- **DATA FOR ANALYSIS**:
──────
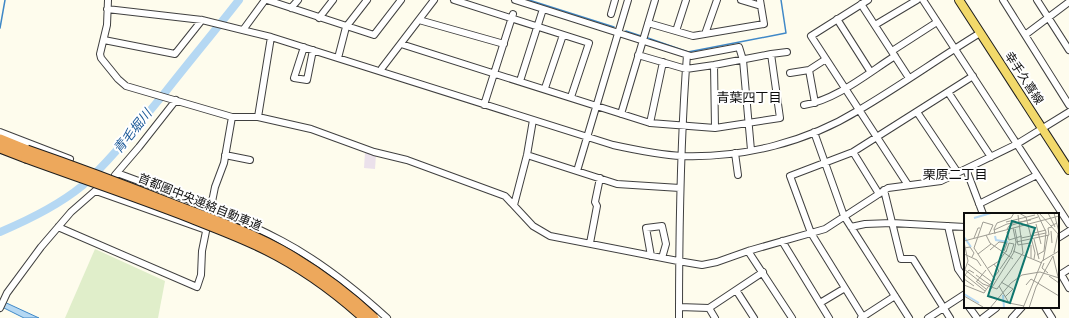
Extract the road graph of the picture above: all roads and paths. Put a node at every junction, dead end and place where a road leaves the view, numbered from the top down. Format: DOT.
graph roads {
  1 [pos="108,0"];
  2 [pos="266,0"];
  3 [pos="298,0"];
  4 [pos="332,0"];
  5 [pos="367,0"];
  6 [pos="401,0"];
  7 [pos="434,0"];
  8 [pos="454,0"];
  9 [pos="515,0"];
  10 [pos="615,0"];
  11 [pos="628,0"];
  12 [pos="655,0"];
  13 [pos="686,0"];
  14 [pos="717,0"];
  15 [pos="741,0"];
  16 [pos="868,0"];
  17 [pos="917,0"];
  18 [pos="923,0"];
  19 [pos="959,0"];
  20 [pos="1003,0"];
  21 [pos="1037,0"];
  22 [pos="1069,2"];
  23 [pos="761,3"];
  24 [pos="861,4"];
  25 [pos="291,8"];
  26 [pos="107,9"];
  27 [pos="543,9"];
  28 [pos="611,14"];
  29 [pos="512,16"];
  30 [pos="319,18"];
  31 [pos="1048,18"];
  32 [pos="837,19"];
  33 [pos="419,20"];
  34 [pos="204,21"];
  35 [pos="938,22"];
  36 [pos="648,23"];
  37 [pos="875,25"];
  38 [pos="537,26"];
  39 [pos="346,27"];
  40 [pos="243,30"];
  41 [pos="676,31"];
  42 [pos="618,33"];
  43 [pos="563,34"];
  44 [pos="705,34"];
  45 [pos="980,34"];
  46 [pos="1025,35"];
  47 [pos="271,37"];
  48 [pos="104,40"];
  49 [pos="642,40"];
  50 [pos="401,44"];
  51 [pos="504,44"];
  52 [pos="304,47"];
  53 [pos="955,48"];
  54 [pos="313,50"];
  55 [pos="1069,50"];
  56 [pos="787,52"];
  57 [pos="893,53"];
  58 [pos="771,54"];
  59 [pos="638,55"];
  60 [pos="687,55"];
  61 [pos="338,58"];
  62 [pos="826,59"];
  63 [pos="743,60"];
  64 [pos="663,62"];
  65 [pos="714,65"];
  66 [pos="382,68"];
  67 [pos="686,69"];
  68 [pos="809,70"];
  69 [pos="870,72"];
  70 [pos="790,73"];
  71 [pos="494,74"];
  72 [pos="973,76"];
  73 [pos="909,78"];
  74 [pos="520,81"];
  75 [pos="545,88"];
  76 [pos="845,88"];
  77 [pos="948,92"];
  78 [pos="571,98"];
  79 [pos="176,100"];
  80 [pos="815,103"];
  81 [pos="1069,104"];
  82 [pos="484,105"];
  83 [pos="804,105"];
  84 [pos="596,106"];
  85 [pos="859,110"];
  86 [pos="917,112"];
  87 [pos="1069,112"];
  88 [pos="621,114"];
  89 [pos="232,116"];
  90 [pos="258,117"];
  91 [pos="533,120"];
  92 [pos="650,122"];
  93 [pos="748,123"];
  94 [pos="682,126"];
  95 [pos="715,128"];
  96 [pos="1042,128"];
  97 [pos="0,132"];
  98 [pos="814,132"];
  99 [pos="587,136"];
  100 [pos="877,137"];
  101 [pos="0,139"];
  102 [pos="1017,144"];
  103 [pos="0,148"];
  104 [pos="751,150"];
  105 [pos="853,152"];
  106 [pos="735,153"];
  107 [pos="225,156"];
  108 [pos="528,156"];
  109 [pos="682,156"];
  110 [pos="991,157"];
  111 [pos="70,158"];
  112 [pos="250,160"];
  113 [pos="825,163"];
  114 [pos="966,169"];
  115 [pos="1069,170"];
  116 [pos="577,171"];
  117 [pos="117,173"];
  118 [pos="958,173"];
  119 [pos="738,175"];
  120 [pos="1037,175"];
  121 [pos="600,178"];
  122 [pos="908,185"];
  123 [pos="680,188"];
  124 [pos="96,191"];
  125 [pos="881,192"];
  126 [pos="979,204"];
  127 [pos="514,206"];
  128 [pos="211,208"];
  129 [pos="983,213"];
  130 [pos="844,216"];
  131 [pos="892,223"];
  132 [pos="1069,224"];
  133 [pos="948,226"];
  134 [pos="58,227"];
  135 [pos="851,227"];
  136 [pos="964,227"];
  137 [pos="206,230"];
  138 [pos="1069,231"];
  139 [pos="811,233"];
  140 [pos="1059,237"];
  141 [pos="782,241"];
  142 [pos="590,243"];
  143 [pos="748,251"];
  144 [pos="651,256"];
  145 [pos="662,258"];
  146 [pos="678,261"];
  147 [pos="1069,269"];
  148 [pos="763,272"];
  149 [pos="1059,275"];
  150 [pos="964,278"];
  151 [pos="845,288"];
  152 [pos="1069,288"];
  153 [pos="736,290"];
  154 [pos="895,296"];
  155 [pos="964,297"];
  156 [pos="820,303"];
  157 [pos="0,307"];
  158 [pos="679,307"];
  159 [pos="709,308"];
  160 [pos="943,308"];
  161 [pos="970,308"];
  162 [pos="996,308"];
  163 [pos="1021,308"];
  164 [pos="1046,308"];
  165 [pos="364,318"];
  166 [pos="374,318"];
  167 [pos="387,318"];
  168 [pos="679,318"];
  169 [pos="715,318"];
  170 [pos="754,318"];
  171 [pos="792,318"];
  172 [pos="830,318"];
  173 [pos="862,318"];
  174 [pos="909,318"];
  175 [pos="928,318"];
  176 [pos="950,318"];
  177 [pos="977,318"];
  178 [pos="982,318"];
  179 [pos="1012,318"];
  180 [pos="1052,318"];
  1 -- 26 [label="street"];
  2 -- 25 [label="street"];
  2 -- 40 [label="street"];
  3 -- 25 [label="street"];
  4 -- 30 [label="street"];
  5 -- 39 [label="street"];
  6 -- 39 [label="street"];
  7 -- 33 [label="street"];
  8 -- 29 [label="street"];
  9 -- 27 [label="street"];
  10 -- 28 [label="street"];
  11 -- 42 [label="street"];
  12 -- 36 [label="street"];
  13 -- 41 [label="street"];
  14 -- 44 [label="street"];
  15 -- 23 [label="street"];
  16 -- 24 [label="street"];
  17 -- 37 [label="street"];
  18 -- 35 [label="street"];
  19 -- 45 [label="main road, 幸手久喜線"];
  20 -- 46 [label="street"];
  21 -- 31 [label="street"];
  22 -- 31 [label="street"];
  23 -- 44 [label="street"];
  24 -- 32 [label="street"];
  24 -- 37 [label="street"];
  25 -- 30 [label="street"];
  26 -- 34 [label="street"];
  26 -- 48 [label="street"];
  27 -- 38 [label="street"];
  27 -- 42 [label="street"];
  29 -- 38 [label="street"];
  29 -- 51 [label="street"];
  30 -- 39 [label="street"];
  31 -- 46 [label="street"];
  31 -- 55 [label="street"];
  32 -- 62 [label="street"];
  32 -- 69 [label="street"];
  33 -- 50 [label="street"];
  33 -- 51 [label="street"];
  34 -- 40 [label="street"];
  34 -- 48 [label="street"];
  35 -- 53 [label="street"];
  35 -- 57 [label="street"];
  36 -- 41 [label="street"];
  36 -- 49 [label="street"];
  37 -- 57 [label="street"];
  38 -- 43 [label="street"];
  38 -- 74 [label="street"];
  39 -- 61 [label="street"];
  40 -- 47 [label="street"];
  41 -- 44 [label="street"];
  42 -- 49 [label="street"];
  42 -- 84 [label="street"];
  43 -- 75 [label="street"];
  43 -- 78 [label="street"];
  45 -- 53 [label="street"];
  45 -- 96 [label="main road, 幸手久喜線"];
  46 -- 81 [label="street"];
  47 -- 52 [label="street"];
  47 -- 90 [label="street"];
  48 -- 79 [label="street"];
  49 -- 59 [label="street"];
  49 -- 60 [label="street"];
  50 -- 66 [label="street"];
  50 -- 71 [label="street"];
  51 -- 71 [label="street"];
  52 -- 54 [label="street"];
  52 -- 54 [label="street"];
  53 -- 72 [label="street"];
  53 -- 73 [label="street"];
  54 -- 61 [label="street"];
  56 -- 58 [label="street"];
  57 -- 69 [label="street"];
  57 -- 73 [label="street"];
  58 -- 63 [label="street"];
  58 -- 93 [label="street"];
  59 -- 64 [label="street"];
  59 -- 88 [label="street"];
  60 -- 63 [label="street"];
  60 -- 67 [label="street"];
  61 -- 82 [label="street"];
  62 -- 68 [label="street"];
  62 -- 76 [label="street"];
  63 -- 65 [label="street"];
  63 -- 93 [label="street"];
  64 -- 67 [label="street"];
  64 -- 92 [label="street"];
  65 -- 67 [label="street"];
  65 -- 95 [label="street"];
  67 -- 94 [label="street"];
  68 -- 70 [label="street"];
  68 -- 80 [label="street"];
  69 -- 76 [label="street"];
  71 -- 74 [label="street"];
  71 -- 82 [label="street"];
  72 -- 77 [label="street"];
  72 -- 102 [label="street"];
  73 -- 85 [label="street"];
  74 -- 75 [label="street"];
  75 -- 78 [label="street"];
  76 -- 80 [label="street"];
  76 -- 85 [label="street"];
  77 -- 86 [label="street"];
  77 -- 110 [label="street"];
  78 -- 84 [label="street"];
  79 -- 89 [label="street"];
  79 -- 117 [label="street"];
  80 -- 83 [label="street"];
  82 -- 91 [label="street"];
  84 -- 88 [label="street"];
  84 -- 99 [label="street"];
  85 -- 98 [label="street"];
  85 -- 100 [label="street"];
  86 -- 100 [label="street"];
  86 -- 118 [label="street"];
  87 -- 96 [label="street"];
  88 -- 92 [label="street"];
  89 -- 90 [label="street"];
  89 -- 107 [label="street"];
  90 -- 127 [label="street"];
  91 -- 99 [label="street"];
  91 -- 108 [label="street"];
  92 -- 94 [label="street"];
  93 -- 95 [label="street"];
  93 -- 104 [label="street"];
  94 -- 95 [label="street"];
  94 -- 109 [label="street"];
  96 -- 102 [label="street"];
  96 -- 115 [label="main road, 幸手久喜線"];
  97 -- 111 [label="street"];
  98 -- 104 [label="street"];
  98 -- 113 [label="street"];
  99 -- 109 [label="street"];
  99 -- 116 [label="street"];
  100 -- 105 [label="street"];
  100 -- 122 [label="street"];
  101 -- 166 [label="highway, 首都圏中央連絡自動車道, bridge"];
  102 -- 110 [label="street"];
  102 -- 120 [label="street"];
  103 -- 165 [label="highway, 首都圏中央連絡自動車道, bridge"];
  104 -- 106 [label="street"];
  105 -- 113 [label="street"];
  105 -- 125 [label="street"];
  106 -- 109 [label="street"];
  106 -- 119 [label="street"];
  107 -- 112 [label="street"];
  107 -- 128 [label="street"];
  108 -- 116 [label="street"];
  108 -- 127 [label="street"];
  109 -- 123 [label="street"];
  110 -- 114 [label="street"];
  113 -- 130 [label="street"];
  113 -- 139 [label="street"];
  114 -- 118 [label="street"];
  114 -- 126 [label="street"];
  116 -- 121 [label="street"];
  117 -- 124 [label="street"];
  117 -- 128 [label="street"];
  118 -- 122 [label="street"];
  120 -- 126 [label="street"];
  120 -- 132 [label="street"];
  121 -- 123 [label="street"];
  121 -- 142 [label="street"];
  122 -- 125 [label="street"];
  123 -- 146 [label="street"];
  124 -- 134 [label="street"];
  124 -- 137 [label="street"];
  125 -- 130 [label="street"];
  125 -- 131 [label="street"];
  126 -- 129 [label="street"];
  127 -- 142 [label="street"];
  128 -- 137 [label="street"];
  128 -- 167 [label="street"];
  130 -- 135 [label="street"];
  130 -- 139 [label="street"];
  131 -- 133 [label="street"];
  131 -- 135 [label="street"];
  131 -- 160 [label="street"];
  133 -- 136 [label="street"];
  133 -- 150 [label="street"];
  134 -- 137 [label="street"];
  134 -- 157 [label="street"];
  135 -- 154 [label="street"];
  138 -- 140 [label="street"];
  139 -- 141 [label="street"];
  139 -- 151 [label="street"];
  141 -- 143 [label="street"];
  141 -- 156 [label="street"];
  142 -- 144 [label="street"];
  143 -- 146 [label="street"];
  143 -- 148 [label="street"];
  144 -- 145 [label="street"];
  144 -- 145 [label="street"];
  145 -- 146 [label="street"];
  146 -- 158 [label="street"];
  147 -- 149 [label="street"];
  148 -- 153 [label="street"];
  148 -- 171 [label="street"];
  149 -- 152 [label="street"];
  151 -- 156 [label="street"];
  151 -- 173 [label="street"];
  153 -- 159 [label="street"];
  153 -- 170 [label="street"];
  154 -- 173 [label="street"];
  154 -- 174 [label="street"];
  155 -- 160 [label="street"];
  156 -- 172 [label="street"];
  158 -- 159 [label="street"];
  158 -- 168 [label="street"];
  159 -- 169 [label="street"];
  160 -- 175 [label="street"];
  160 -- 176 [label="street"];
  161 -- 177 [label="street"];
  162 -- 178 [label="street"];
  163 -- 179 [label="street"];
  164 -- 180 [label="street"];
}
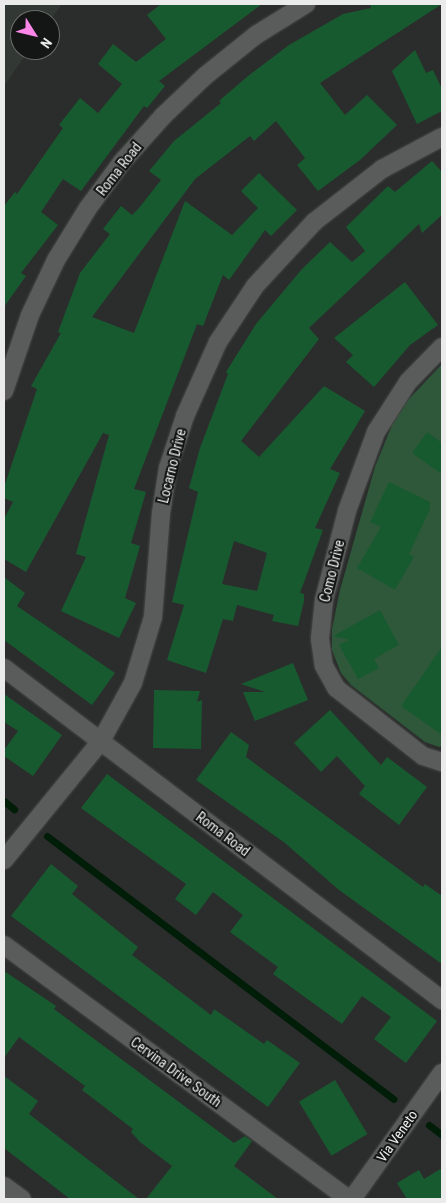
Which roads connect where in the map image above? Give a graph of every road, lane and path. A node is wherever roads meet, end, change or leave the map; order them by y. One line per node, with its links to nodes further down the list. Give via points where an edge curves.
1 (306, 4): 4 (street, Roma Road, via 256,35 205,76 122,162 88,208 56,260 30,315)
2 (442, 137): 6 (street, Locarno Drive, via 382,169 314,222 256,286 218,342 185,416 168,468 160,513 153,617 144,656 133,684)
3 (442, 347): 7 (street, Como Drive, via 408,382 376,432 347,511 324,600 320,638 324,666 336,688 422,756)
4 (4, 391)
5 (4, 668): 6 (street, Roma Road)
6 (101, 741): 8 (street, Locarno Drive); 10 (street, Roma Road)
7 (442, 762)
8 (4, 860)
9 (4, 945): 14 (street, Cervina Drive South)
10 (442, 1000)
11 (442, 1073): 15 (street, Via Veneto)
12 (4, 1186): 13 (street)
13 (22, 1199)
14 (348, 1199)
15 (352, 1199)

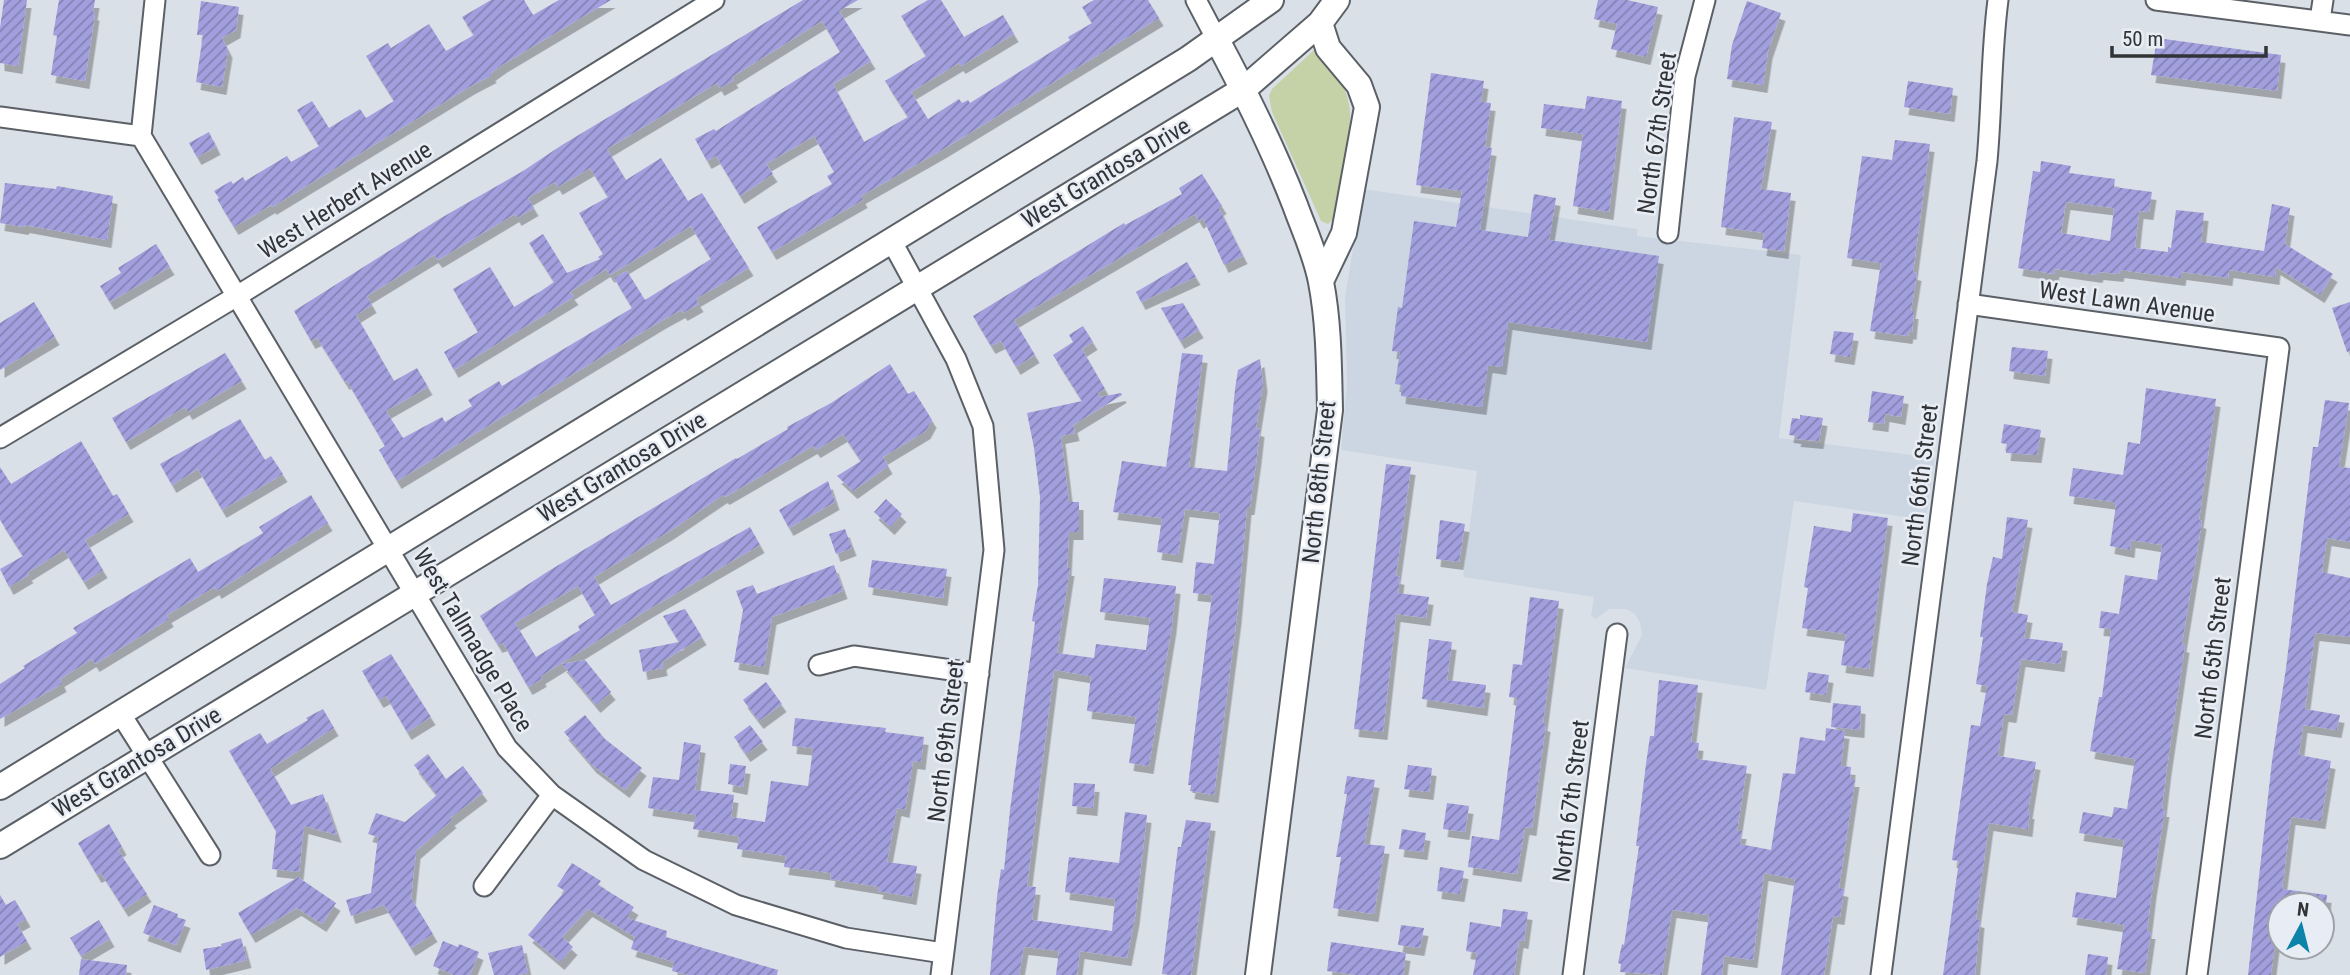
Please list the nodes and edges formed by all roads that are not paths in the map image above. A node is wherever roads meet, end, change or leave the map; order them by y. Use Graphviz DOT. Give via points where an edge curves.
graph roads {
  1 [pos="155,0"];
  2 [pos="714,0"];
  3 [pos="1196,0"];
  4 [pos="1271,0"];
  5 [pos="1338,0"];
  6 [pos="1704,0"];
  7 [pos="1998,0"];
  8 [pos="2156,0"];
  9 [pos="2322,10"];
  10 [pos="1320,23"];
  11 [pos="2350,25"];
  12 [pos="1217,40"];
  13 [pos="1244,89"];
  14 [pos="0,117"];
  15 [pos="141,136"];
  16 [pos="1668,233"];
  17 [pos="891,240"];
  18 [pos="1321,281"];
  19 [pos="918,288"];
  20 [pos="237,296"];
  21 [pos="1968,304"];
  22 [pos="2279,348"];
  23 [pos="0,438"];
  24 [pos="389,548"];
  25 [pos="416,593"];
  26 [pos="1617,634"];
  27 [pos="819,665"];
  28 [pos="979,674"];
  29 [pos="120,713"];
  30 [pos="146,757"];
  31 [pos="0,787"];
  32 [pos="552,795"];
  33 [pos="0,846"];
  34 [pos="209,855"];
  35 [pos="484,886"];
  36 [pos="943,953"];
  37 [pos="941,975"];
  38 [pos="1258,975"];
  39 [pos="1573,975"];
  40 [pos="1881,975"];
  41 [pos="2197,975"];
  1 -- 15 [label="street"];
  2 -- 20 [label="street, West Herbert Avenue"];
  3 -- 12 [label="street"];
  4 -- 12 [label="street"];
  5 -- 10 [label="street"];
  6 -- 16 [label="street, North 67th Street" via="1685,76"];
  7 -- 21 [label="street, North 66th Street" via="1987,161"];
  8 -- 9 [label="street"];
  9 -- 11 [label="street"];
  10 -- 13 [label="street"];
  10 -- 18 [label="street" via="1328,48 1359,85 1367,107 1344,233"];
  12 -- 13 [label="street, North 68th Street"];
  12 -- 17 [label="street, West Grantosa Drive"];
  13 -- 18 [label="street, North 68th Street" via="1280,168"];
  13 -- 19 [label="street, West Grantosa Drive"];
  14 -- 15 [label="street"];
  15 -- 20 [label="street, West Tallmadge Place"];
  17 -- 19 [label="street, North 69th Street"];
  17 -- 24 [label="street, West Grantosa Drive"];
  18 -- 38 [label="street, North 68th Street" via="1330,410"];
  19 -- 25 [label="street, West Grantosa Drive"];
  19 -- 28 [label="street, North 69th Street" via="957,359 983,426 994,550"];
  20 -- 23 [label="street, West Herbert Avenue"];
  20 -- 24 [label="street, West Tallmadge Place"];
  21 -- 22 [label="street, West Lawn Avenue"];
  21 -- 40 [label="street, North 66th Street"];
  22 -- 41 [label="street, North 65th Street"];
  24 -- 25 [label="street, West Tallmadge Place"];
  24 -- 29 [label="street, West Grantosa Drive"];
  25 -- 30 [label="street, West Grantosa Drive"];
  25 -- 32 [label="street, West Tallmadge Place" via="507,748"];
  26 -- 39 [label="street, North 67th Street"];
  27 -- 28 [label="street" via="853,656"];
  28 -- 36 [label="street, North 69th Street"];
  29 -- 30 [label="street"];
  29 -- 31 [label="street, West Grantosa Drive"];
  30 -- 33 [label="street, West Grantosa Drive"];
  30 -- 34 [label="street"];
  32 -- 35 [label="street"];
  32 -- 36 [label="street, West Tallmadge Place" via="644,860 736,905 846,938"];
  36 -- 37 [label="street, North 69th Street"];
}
──────
- **INSTRUCTIONS TO FOLLOW**: Provide the number of lines above that include the string "main", with no other words.

- **SOLUTION TO THIS TASK**: 3